Technology is a rational process of creating a means to order and transform matter, energy, and information to realize certain valued ends.
Technological processes have three components: Inputs, Engines and Outputs.

2. How to make good use of Technology?
Value of any technology depends on how we use the technology. Every technology should have a regulated policy. New Laws to strengthen, new moral and ethical concepts and massive education campaign to make good use of technology.

Chapter-1 All Security Involves Trade-offs from Beyond Fear

1. List 5-step process to analyze and evaluate security systems, technologies, and practices.
The Five Steps process are as follows:
1. What assets are you trying to protect?
2. What are the risks to these assets?
3. How well does the security solution mitigate those risks?
4. What other risks does the security solution cause?
5. What costs and trade-offs does the security solution impose?

2. Define Attack and Assets
Attack means intentional unwarranted actions. An attack is a specific way to attempt to break the security of a system or a component of a system.
Assets are the objects of attack. Assets can be as small as a single diamond and as
large as a nation’s infrastructure.

Chapter-2 Security Trade-offs Are Subjective from Beyond Fear

1. Define Threat and Risk.
Threat: A potential way an attacker can attack a system.
Risk: A likelihood of threat and seriousness of successful attack.

2. Define Risk Management.
It’s figuring out which attacks are worth worrying about and which ones can be ignored. “Threat determines the risks, and the risks determine the countermeasures”.

Chapter-3 Security Trade-offs depend on power and agenda (Summary) from Beyond Fear

1. Why do we need proxies for easy security trade-offs?
Proxies are the players who act in the interest of other players. Proxies are the intermediate person that has specializations in their field. Everyone can’t do everything. So proxies are needed.
For E.g.: Hiring a building inspector to evaluate the physical condition of house. This cannot be done by everyone unless you are having expertise in it.

2. Which are the two players that create security problems?
Attacker and the Attack (Assets owner) are the two players that create security problems. If no attacker than there would be no security problems.

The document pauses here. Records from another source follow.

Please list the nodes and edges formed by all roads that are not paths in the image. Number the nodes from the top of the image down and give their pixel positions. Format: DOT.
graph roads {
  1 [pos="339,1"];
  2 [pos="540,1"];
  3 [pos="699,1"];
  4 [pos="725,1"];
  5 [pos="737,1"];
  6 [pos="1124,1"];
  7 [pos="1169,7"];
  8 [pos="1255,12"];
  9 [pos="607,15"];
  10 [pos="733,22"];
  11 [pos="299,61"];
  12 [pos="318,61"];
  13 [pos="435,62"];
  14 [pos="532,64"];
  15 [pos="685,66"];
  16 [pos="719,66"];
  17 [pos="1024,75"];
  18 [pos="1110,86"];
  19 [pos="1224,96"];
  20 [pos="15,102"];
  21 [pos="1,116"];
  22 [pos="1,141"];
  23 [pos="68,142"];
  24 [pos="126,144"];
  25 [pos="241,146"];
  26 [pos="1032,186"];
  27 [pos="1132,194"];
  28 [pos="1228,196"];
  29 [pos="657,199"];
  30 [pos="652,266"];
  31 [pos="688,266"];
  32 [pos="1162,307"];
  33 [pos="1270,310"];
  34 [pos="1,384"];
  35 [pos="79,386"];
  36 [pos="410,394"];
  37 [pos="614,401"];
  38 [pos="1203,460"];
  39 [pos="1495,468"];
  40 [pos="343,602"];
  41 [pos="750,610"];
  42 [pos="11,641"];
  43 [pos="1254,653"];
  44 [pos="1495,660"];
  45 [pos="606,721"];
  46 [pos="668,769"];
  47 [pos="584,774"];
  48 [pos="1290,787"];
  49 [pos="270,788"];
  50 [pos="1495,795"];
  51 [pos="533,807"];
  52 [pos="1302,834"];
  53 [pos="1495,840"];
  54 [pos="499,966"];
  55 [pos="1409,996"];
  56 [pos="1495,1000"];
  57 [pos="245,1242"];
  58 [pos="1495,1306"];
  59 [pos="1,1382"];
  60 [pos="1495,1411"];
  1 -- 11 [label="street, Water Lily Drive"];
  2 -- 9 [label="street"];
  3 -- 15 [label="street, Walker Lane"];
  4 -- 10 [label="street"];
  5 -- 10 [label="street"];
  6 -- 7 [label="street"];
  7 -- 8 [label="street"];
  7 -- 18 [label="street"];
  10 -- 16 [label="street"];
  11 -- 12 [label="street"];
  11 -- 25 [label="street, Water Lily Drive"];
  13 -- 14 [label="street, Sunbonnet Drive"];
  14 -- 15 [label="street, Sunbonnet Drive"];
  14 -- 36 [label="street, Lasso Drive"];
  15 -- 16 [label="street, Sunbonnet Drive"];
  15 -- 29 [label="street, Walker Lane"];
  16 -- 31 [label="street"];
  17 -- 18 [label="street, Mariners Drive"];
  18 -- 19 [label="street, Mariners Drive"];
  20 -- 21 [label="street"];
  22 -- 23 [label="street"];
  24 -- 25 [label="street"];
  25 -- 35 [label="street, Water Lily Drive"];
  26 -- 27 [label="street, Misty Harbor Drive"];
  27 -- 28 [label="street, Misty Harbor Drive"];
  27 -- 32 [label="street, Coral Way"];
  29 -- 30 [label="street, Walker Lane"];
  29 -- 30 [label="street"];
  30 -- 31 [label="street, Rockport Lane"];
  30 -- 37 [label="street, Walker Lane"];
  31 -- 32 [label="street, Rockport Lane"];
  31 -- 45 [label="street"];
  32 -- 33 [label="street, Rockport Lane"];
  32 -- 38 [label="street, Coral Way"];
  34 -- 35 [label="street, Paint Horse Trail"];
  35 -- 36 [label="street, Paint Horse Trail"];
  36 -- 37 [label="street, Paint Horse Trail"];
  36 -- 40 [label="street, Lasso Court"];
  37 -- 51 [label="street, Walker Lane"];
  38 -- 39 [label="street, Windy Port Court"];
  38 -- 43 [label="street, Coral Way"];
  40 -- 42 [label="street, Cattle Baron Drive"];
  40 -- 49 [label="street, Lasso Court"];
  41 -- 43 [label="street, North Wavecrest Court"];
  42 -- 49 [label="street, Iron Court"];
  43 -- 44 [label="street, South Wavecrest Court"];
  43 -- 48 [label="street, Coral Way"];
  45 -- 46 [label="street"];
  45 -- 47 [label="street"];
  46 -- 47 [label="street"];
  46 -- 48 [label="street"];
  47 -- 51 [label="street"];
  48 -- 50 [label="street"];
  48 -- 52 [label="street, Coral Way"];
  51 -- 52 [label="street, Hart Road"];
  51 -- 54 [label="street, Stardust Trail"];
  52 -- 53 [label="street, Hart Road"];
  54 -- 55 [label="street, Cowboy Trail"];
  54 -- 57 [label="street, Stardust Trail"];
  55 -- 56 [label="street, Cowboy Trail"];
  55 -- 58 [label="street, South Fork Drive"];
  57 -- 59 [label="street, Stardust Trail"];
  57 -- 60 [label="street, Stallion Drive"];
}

Questions from Cryptography Presentation

1. Explain Public key Cryptography or Asymmetric Cryptography

Public key Cryptography was introduced by Diffie and Hellman in 1976, where each person gets a pair of keys, called the public key and the private key. Each person's public key is shared while the private key is kept secret known only to the recipient of the message. Messages are encrypted using the intended recipient's public key and can only be decrypted using his private key. Communications involve only public keys, and no private key is ever transmitted or shared.It is called asymmetric encryption because it uses two keys i.e. public key and a private key.
E.g.: RSA encryption, PGP (Pretty Good Privacy)

2. Explain Private Key Cryptography or Symmetric Key Cryptography
Private Key Cryptography is a cryptographic method in which the same key is used to encrypt and decrypt the message. It also called Symmetric encryption because it uses only singe key. Symmetric-key cryptography is sometimes called as secret-key cryptography
A problem with private-key cryptography is that the sender and the recipient of the message must agree on a common key via some alternative secure channel.
E.g.: Data Encryption Standard (DES), triple-DES (3DES), Advanced Encryption Standard (AES).